Published on Nov 22, 2022 and last reviewed on Feb 02, 2023   -  4 min read


Birt-Hogg-Dubé Syndrome is a rare genetic disorder that causes multiple noncancerous skin tumors. Read this article to learn about this syndrome.


Birt-Hogg-Dubé Syndrome is a rare, autosomal dominant, congenital disorder. It is also referred to as Hornstein-Birt-Hogg-Dubé syndrome, Hornstein-Knickenberg syndrome, and fibrofolliculomas with trichodiscomas and acrochordons. It affects the hair follicles in the skin, the lungs, and the kidneys.

What Is Birt Hogg Dube Syndrome?

Birt-Hogg-Dubé Syndrome is a rare genetic disorder.

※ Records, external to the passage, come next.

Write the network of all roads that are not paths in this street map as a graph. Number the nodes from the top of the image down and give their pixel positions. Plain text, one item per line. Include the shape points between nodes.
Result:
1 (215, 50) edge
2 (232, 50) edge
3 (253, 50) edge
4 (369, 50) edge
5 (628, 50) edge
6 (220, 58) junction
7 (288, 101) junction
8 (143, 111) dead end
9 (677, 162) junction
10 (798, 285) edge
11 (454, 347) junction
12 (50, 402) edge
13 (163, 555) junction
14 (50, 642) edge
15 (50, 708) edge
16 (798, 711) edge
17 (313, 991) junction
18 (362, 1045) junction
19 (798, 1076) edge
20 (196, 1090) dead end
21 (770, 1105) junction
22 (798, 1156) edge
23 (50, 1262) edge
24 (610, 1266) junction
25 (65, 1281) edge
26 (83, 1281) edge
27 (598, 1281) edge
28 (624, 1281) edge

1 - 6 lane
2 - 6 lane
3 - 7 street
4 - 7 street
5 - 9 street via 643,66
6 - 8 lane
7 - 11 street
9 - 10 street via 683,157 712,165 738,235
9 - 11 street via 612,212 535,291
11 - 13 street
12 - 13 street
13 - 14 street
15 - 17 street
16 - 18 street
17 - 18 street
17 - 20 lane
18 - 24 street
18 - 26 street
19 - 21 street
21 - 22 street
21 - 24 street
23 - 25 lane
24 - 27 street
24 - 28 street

It causes multiple benign tumors of the hair follicles, called fibrofolliculomas, skin lesions like acrochordons, angiofibroma, oral papules, cutaneous collagenomas, epidermal cysts, renal cancer, renal and lung cysts, pneumothorax. Fibrofolliculomas are commonly found on the face and upper trunk. Pulmonary cysts and kidney tumors are also common.

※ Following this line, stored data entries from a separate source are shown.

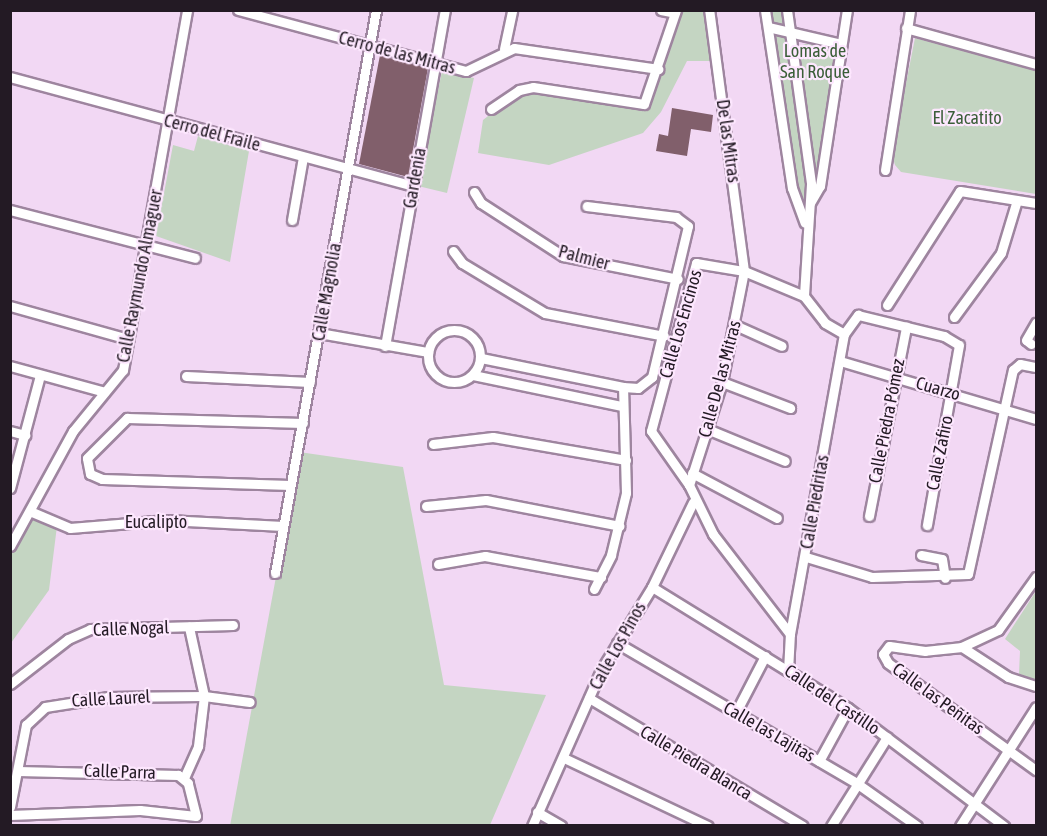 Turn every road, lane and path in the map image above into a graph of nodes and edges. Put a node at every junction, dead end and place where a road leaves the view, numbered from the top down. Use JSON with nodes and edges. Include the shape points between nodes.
{"nodes":[{"id":1,"x":187,"y":10,"type":"edge"},
{"id":2,"x":238,"y":10,"type":"edge"},
{"id":3,"x":376,"y":10,"type":"edge"},
{"id":4,"x":445,"y":10,"type":"edge"},
{"id":5,"x":512,"y":10,"type":"edge"},
{"id":6,"x":662,"y":10,"type":"edge"},
{"id":7,"x":709,"y":10,"type":"edge"},
{"id":8,"x":765,"y":10,"type":"edge"},
{"id":9,"x":787,"y":10,"type":"edge"},
{"id":10,"x":847,"y":10,"type":"edge"},
{"id":11,"x":910,"y":10,"type":"edge"},
{"id":12,"x":675,"y":12,"type":"edge"},
{"id":13,"x":768,"y":27,"type":"junction"},
{"id":14,"x":906,"y":28,"type":"junction"},
{"id":15,"x":791,"y":33,"type":"junction"},
{"id":16,"x":841,"y":44,"type":"junction"},
{"id":17,"x":371,"y":45,"type":"junction"},
{"id":18,"x":504,"y":49,"type":"junction"},
{"id":19,"x":436,"y":63,"type":"junction"},
{"id":20,"x":1036,"y":64,"type":"edge"},
{"id":21,"x":658,"y":69,"type":"junction"},
{"id":22,"x":10,"y":77,"type":"edge"},
{"id":23,"x":491,"y":109,"type":"dead end"},
{"id":24,"x":169,"y":122,"type":"junction"},
{"id":25,"x":303,"y":157,"type":"junction"},
{"id":26,"x":349,"y":170,"type":"junction"},
{"id":27,"x":885,"y":170,"type":"dead end"},
{"id":28,"x":414,"y":186,"type":"junction"},
{"id":29,"x":474,"y":192,"type":"dead end"},
{"id":30,"x":1017,"y":200,"type":"junction"},
{"id":31,"x":810,"y":203,"type":"junction"},
{"id":32,"x":1036,"y":203,"type":"edge"},
{"id":33,"x":587,"y":206,"type":"dead end"},
{"id":34,"x":798,"y":208,"type":"junction"},
{"id":35,"x":10,"y":210,"type":"edge"},
{"id":36,"x":292,"y":220,"type":"dead end"},
{"id":37,"x":805,"y":223,"type":"junction"},
{"id":38,"x":145,"y":245,"type":"junction"},
{"id":39,"x":453,"y":251,"type":"dead end"},
{"id":40,"x":195,"y":258,"type":"dead end"},
{"id":41,"x":744,"y":271,"type":"junction"},
{"id":42,"x":678,"y":279,"type":"junction"},
{"id":43,"x":804,"y":296,"type":"junction"},
{"id":44,"x":887,"y":305,"type":"dead end"},
{"id":45,"x":10,"y":306,"type":"edge"},
{"id":46,"x":954,"y":317,"type":"dead end"},
{"id":47,"x":1036,"y":323,"type":"edge"},
{"id":48,"x":735,"y":325,"type":"junction"},
{"id":49,"x":906,"y":327,"type":"junction"},
{"id":50,"x":320,"y":333,"type":"junction"},
{"id":51,"x":844,"y":334,"type":"junction"},
{"id":52,"x":664,"y":336,"type":"junction"},
{"id":53,"x":128,"y":339,"type":"junction"},
{"id":54,"x":1029,"y":343,"type":"dead end"},
{"id":55,"x":385,"y":346,"type":"junction"},
{"id":56,"x":782,"y":346,"type":"dead end"},
{"id":57,"x":428,"y":352,"type":"junction"},
{"id":58,"x":481,"y":358,"type":"junction"},
{"id":59,"x":840,"y":360,"type":"junction"},
{"id":60,"x":10,"y":366,"type":"edge"},
{"id":61,"x":1036,"y":367,"type":"edge"},
{"id":62,"x":40,"y":375,"type":"junction"},
{"id":63,"x":473,"y":375,"type":"junction"},
{"id":64,"x":186,"y":376,"type":"dead end"},
{"id":65,"x":896,"y":377,"type":"junction"},
{"id":66,"x":310,"y":382,"type":"junction"},
{"id":67,"x":722,"y":382,"type":"junction"},
{"id":68,"x":623,"y":387,"type":"junction"},
{"id":69,"x":105,"y":393,"type":"junction"},
{"id":70,"x":951,"y":393,"type":"junction"},
{"id":71,"x":621,"y":406,"type":"junction"},
{"id":72,"x":790,"y":408,"type":"dead end"},
{"id":73,"x":1004,"y":408,"type":"junction"},
{"id":74,"x":1036,"y":418,"type":"edge"},
{"id":75,"x":303,"y":423,"type":"junction"},
{"id":76,"x":707,"y":429,"type":"junction"},
{"id":77,"x":10,"y":431,"type":"edge"},
{"id":78,"x":25,"y":435,"type":"junction"},
{"id":79,"x":433,"y":444,"type":"dead end"},
{"id":80,"x":626,"y":460,"type":"junction"},
{"id":81,"x":785,"y":460,"type":"dead end"},
{"id":82,"x":692,"y":473,"type":"junction"},
{"id":83,"x":291,"y":485,"type":"junction"},
{"id":84,"x":689,"y":485,"type":"junction"},
{"id":85,"x":10,"y":488,"type":"edge"},
{"id":86,"x":693,"y":502,"type":"junction"},
{"id":87,"x":426,"y":506,"type":"dead end"},
{"id":88,"x":32,"y":512,"type":"junction"},
{"id":89,"x":869,"y":516,"type":"dead end"},
{"id":90,"x":777,"y":518,"type":"dead end"},
{"id":91,"x":927,"y":525,"type":"dead end"},
{"id":92,"x":283,"y":526,"type":"junction"},
{"id":93,"x":620,"y":526,"type":"junction"},
{"id":94,"x":10,"y":546,"type":"edge"},
{"id":95,"x":921,"y":555,"type":"dead end"},
{"id":96,"x":806,"y":557,"type":"junction"},
{"id":97,"x":438,"y":564,"type":"dead end"},
{"id":98,"x":275,"y":573,"type":"dead end"},
{"id":99,"x":601,"y":576,"type":"junction"},
{"id":100,"x":1036,"y":577,"type":"edge"},
{"id":101,"x":945,"y":578,"type":"junction"},
{"id":102,"x":652,"y":587,"type":"junction"},
{"id":103,"x":594,"y":589,"type":"dead end"},
{"id":104,"x":794,"y":615,"type":"junction"},
{"id":105,"x":777,"y":617,"type":"junction"},
{"id":106,"x":233,"y":626,"type":"dead end"},
{"id":107,"x":189,"y":627,"type":"junction"},
{"id":108,"x":790,"y":634,"type":"junction"},
{"id":109,"x":617,"y":643,"type":"junction"},
{"id":110,"x":962,"y":647,"type":"junction"},
{"id":111,"x":765,"y":656,"type":"junction"},
{"id":112,"x":788,"y":670,"type":"junction"},
{"id":113,"x":10,"y":684,"type":"edge"},
{"id":114,"x":1036,"y":686,"type":"edge"},
{"id":115,"x":204,"y":696,"type":"junction"},
{"id":116,"x":589,"y":699,"type":"junction"},
{"id":117,"x":250,"y":702,"type":"dead end"},
{"id":118,"x":1036,"y":707,"type":"edge"},
{"id":119,"x":848,"y":708,"type":"junction"},
{"id":120,"x":736,"y":712,"type":"junction"},
{"id":121,"x":887,"y":737,"type":"junction"},
{"id":122,"x":1010,"y":750,"type":"junction"},
{"id":123,"x":564,"y":758,"type":"junction"},
{"id":124,"x":819,"y":761,"type":"junction"},
{"id":125,"x":1036,"y":770,"type":"edge"},
{"id":126,"x":18,"y":771,"type":"junction"},
{"id":127,"x":184,"y":778,"type":"junction"},
{"id":128,"x":855,"y":782,"type":"junction"},
{"id":129,"x":975,"y":802,"type":"junction"},
{"id":130,"x":10,"y":807,"type":"edge"},
{"id":131,"x":537,"y":812,"type":"junction"},
{"id":132,"x":10,"y":815,"type":"edge"},
{"id":133,"x":532,"y":825,"type":"edge"},
{"id":134,"x":561,"y":825,"type":"edge"},
{"id":135,"x":708,"y":825,"type":"edge"},
{"id":136,"x":803,"y":825,"type":"edge"},
{"id":137,"x":831,"y":825,"type":"edge"},
{"id":138,"x":917,"y":825,"type":"edge"},
{"id":139,"x":960,"y":825,"type":"edge"},
{"id":140,"x":1004,"y":825,"type":"edge"}],
"edges":[{"from":1,"to":24,"type":"street","name":"Calle Raymundo Almaguer"},
{"from":2,"to":17,"type":"street","name":"Cerro de las Mitras"},
{"from":3,"to":17,"type":"street","name":"Calle Magnolia"},
{"from":4,"to":19,"type":"street","name":"Gardenia"},
{"from":5,"to":18,"type":"street"},
{"from":6,"to":12,"type":"street"},
{"from":7,"to":41,"type":"street","name":"De las Mitras"},
{"from":8,"to":13,"type":"street"},
{"from":9,"to":15,"type":"street"},
{"from":10,"to":16,"type":"street"},
{"from":11,"to":14,"type":"street"},
{"from":12,"to":21,"type":"street"},
{"from":13,"to":15,"type":"street"},
{"from":13,"to":34,"type":"street"},
{"from":14,"to":20,"type":"street"},
{"from":14,"to":27,"type":"street"},
{"from":15,"to":16,"type":"street"},
{"from":15,"to":31,"type":"street"},
{"from":16,"to":31,"type":"street","via":[[820,186]]},
{"from":17,"to":19,"type":"street","name":"Cerro de las Mitras"},
{"from":17,"to":26,"type":"street","name":"Calle Magnolia"},
{"from":18,"to":19,"type":"street","name":"Cerro de las Mitras","via":[[472,71]]},
{"from":18,"to":21,"type":"street","via":[[550,50]]},
{"from":19,"to":28,"type":"street","name":"Gardenia"},
{"from":21,"to":23,"type":"street","via":[[651,95],[644,104],[526,88]]},
{"from":22,"to":24,"type":"street","name":"Cerro del Fraile"},
{"from":24,"to":25,"type":"street","name":"Cerro del Fraile"},
{"from":24,"to":38,"type":"street","name":"Calle Raymundo Almaguer"},
{"from":25,"to":26,"type":"street","name":"Cerro del Fraile"},
{"from":25,"to":36,"type":"street"},
{"from":26,"to":28,"type":"street","name":"Cerro del Fraile"},
{"from":26,"to":50,"type":"street","name":"Calle Magnolia"},
{"from":28,"to":55,"type":"street","name":"Gardenia"},
{"from":29,"to":42,"type":"street","name":"Palmier","via":[[482,203],[563,256]]},
{"from":30,"to":32,"type":"street"},
{"from":30,"to":44,"type":"street","via":[[960,191]]},
{"from":30,"to":46,"type":"street","via":[[1001,253]]},
{"from":31,"to":34,"type":"street"},
{"from":31,"to":37,"type":"street"},
{"from":33,"to":42,"type":"street","via":[[686,223]]},
{"from":34,"to":37,"type":"street"},
{"from":35,"to":38,"type":"street"},
{"from":37,"to":43,"type":"street"},
{"from":38,"to":40,"type":"street"},
{"from":38,"to":53,"type":"street","name":"Calle Raymundo Almaguer"},
{"from":39,"to":52,"type":"street","via":[[462,263],[545,313]]},
{"from":41,"to":43,"type":"street"},
{"from":41,"to":48,"type":"street","name":"Calle De las Mitras"},
{"from":41,"to":84,"type":"street","name":"Calle Los Encinos","via":[[704,261],[694,265],[651,431]]},
{"from":42,"to":52,"type":"street"},
{"from":43,"to":51,"type":"street","via":[[825,322]]},
{"from":45,"to":53,"type":"street"},
{"from":47,"to":54,"type":"street"},
{"from":48,"to":56,"type":"street"},
{"from":48,"to":67,"type":"street","name":"Calle De las Mitras"},
{"from":49,"to":51,"type":"street","name":"Calle Piedritas","via":[[866,315],[852,318]]},
{"from":49,"to":65,"type":"street","name":"Calle Piedra Pómez"},
{"from":49,"to":70,"type":"street","name":"Calle Zafiro","via":[[959,345]]},
{"from":50,"to":55,"type":"street"},
{"from":50,"to":66,"type":"street","name":"Calle Magnolia"},
{"from":51,"to":59,"type":"street","name":"Calle Piedritas"},
{"from":52,"to":68,"type":"street","via":[[652,378],[638,388]]},
{"from":53,"to":69,"type":"street","name":"Calle Raymundo Almaguer","via":[[123,370]]},
{"from":55,"to":57,"type":"street"},
{"from":57,"to":58,"type":"street","via":[[440,334],[459,330],[476,339]]},
{"from":57,"to":63,"type":"street","via":[[431,369],[445,381]]},
{"from":58,"to":63,"type":"street"},
{"from":58,"to":68,"type":"street"},
{"from":59,"to":65,"type":"street","name":"Cuarzo"},
{"from":59,"to":96,"type":"street","name":"Calle Piedritas"},
{"from":60,"to":62,"type":"street"},
{"from":61,"to":73,"type":"street","via":[[1014,367]]},
{"from":62,"to":69,"type":"street"},
{"from":62,"to":78,"type":"street"},
{"from":63,"to":71,"type":"street"},
{"from":64,"to":66,"type":"street"},
{"from":65,"to":70,"type":"street","name":"Cuarzo"},
{"from":65,"to":89,"type":"street","name":"Calle Piedra Pómez"},
{"from":66,"to":75,"type":"street","name":"Calle Magnolia"},
{"from":67,"to":72,"type":"street"},
{"from":67,"to":76,"type":"street","name":"Calle De las Mitras"},
{"from":68,"to":71,"type":"street"},
{"from":69,"to":88,"type":"street","name":"Calle Raymundo Almaguer","via":[[73,431]]},
{"from":70,"to":73,"type":"street","name":"Cuarzo"},
{"from":70,"to":91,"type":"street","name":"Calle Zafiro"},
{"from":71,"to":80,"type":"street"},
{"from":73,"to":74,"type":"street","name":"Cuarzo"},
{"from":73,"to":101,"type":"street","via":[[974,564],[964,577]]},
{"from":75,"to":83,"type":"street","name":"Calle Magnolia"},
{"from":75,"to":83,"type":"street","via":[[133,417],[117,424],[87,458],[94,476]]},
{"from":76,"to":81,"type":"street"},
{"from":76,"to":82,"type":"street","name":"Calle De las Mitras"},
{"from":77,"to":78,"type":"street"},
{"from":78,"to":85,"type":"street"},
{"from":79,"to":80,"type":"street","via":[[493,437]]},
{"from":80,"to":93,"type":"street"},
{"from":82,"to":84,"type":"street","name":"Calle De las Mitras"},
{"from":82,"to":90,"type":"street"},
{"from":83,"to":92,"type":"street","name":"Calle Magnolia"},
{"from":84,"to":86,"type":"street"},
{"from":86,"to":102,"type":"street","name":"Calle Los Pinos"},
{"from":86,"to":105,"type":"street"},
{"from":87,"to":93,"type":"street","via":[[486,500]]},
{"from":88,"to":92,"type":"street","name":"Eucalipto","via":[[70,528],[167,520]]},
{"from":88,"to":94,"type":"street","name":"Calle Raymundo Almaguer"},
{"from":92,"to":98,"type":"street","name":"Calle Magnolia"},
{"from":93,"to":99,"type":"street"},
{"from":95,"to":101,"type":"street","via":[[942,559]]},
{"from":96,"to":101,"type":"street","via":[[859,575]]},
{"from":96,"to":104,"type":"street","name":"Calle Piedritas"},
{"from":97,"to":99,"type":"street","via":[[485,556]]},
{"from":99,"to":103,"type":"street"},
{"from":100,"to":110,"type":"street","via":[[1004,626]]},
{"from":102,"to":109,"type":"street","name":"Calle Los Pinos"},
{"from":102,"to":111,"type":"street","name":"Calle del Castillo"},
{"from":104,"to":105,"type":"street"},
{"from":104,"to":108,"type":"street","name":"Calle Piedritas"},
{"from":105,"to":108,"type":"street"},
{"from":106,"to":107,"type":"street","name":"Calle Nogal"},
{"from":107,"to":113,"type":"street","name":"Calle Nogal","via":[[90,629],[68,639]]},
{"from":107,"to":115,"type":"street"},
{"from":108,"to":112,"type":"street","name":"Calle Piedritas"},
{"from":109,"to":116,"type":"street","name":"Calle Los Pinos"},
{"from":109,"to":120,"type":"street","name":"Calle las Lajitas"},
{"from":110,"to":114,"type":"street","via":[[990,667]]},
{"from":110,"to":122,"type":"street","name":"Calle las Peñitas","via":[[925,651],[889,646],[883,654],[888,663]]},
{"from":111,"to":112,"type":"street","name":"Calle del Castillo"},
{"from":111,"to":120,"type":"street"},
{"from":112,"to":119,"type":"street","name":"Calle del Castillo"},
{"from":115,"to":117,"type":"street","name":"Calle Laurel"},
{"from":115,"to":126,"type":"street","name":"Calle Laurel","via":[[108,697],[45,707],[26,724]]},
{"from":115,"to":127,"type":"street","via":[[198,746]]},
{"from":116,"to":123,"type":"street","name":"Calle Los Pinos"},
{"from":116,"to":136,"type":"street","name":"Calle Piedra Blanca"},
{"from":118,"to":122,"type":"street"},
{"from":119,"to":121,"type":"street","name":"Calle del Castillo"},
{"from":119,"to":124,"type":"street"},
{"from":120,"to":124,"type":"street","name":"Calle las Lajitas"},
{"from":121,"to":128,"type":"street"},
{"from":121,"to":129,"type":"street","name":"Calle del Castillo"},
{"from":122,"to":125,"type":"street","name":"Calle las Peñitas"},
{"from":122,"to":129,"type":"street"},
{"from":123,"to":131,"type":"street","name":"Calle Los Pinos"},
{"from":123,"to":135,"type":"street"},
{"from":124,"to":128,"type":"street","name":"Calle las Lajitas"},
{"from":126,"to":127,"type":"street","name":"Calle Parra"},
{"from":126,"to":130,"type":"street","name":"Calle Laurel"},
{"from":127,"to":132,"type":"street","via":[[196,814],[191,819],[140,810]]},
{"from":128,"to":137,"type":"street"},
{"from":128,"to":138,"type":"street","name":"Calle las Lajitas"},
{"from":129,"to":139,"type":"street"},
{"from":129,"to":140,"type":"street","name":"Calle del Castillo"},
{"from":131,"to":133,"type":"street","name":"Calle Los Pinos"},
{"from":131,"to":134,"type":"street"}]}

What Causes Birt Hogg Dube Syndrome?

It is a genetic disorder caused by a mutation in the folliculin (FLCN) gene. This gene produces a protein called folliculin that acts as a tumor suppressor in the skin, kidneys and type I pneumocyte cells of the lungs. It is also seen in the parotid glands, brain, breast, pancreas, prostate, and ovaries. Tumor suppressors prevent abnormal cell growth. Mutation in the FLCN gene interferes with the FLCN’s job of preventing abnormal cell growth and results in cancerous and noncancerous tumors. It is an autosomal dominant disorder in which the mutations are passed from one generation to the next. It can also occur as a new mutation in an individual without any family history. Children born to affected parents have a fifty percent chance of inheriting this disease.

What Are the Effects of Birt Hogg Dube Syndrome?

Birt-Hogg-Dubé Syndrome causes skin lesions, lung cysts, and kidney tumors. It includes:

  1. Skin Lesions - Multiple small opaque whitish or yellowish dome-shaped papules called fibrofolliculomas are present. These lesions are common and are present in individuals above 40 years of age. They are usually found in the nasal, paranasal, and retro auricular regions. They increase in size and number with age and gradually involve the face, neck, and upper trunk. Women have fewer skin lesions than men. Benign adnexal tumors called acrochordons (skin tags) are also present. They are present on the neck, axillae, and larger skin folds. Angiofibromas are common in individuals with tuberous sclerosis. Cutaneous collagenomas and oral papules are seen on the buccal mucosa, tongue, gums, or lips. Multiple epidermal cysts and cutaneous melanoma, including multiple desmoplastic melanoma and choroidal melanoma, were observed.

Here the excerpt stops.